Retype the data exactly, so that every line matches the original.

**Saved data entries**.
================================
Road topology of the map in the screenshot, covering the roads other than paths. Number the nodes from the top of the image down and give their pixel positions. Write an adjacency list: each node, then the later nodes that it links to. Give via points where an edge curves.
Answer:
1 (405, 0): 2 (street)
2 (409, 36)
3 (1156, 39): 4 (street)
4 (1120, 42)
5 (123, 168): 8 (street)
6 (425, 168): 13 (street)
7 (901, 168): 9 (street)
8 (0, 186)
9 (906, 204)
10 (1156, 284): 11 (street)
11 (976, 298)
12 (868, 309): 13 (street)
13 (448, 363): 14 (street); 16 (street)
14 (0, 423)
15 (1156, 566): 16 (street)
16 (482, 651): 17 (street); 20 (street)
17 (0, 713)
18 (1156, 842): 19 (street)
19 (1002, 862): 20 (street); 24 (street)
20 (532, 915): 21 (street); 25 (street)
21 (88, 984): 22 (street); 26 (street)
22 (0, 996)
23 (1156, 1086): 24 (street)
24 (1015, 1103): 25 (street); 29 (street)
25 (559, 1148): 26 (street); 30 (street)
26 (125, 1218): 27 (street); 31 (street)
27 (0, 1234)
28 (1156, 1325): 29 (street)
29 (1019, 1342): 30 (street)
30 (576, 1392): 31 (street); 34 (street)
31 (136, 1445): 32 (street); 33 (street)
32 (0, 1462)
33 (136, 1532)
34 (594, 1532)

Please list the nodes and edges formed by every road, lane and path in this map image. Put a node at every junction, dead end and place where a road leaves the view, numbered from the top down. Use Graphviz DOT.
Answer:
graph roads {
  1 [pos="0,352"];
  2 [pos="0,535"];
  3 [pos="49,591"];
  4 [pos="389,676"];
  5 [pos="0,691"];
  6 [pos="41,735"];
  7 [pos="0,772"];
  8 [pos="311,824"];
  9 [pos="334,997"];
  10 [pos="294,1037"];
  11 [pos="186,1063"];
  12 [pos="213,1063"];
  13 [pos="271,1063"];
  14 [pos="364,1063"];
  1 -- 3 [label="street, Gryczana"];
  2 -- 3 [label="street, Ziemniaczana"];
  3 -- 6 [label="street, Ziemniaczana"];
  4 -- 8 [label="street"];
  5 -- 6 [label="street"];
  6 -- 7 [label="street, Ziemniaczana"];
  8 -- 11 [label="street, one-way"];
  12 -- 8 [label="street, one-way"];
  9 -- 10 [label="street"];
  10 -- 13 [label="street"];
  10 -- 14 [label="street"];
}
================================
**Task solution**.
Road topology of the map in the screenshot, covering the roads other than paths. Number the nodes from the top of the image down and give their pixel positions. Write an adjacency list: each node, then the later nodes that it links to. Give via points where an edge curves.
Answer:
1 (405, 0): 2 (street)
2 (409, 36)
3 (1156, 39): 4 (street)
4 (1120, 42)
5 (123, 168): 8 (street)
6 (425, 168): 13 (street)
7 (901, 168): 9 (street)
8 (0, 186)
9 (906, 204)
10 (1156, 284): 11 (street)
11 (976, 298)
12 (868, 309): 13 (street)
13 (448, 363): 14 (street); 16 (street)
14 (0, 423)
15 (1156, 566): 16 (street)
16 (482, 651): 17 (street); 20 (street)
17 (0, 713)
18 (1156, 842): 19 (street)
19 (1002, 862): 20 (street); 24 (street)
20 (532, 915): 21 (street); 25 (street)
21 (88, 984): 22 (street); 26 (street)
22 (0, 996)
23 (1156, 1086): 24 (street)
24 (1015, 1103): 25 (street); 29 (street)
25 (559, 1148): 26 (street); 30 (street)
26 (125, 1218): 27 (street); 31 (street)
27 (0, 1234)
28 (1156, 1325): 29 (street)
29 (1019, 1342): 30 (street)
30 (576, 1392): 31 (street); 34 (street)
31 (136, 1445): 32 (street); 33 (street)
32 (0, 1462)
33 (136, 1532)
34 (594, 1532)

Please list the nodes and edges formed by every road, lane and path in this map image. Put a node at every junction, dead end and place where a road leaves the view, numbered from the top down. Use Graphviz DOT.
Answer:
graph roads {
  1 [pos="0,352"];
  2 [pos="0,535"];
  3 [pos="49,591"];
  4 [pos="389,676"];
  5 [pos="0,691"];
  6 [pos="41,735"];
  7 [pos="0,772"];
  8 [pos="311,824"];
  9 [pos="334,997"];
  10 [pos="294,1037"];
  11 [pos="186,1063"];
  12 [pos="213,1063"];
  13 [pos="271,1063"];
  14 [pos="364,1063"];
  1 -- 3 [label="street, Gryczana"];
  2 -- 3 [label="street, Ziemniaczana"];
  3 -- 6 [label="street, Ziemniaczana"];
  4 -- 8 [label="street"];
  5 -- 6 [label="street"];
  6 -- 7 [label="street, Ziemniaczana"];
  8 -- 11 [label="street, one-way"];
  12 -- 8 [label="street, one-way"];
  9 -- 10 [label="street"];
  10 -- 13 [label="street"];
  10 -- 14 [label="street"];
}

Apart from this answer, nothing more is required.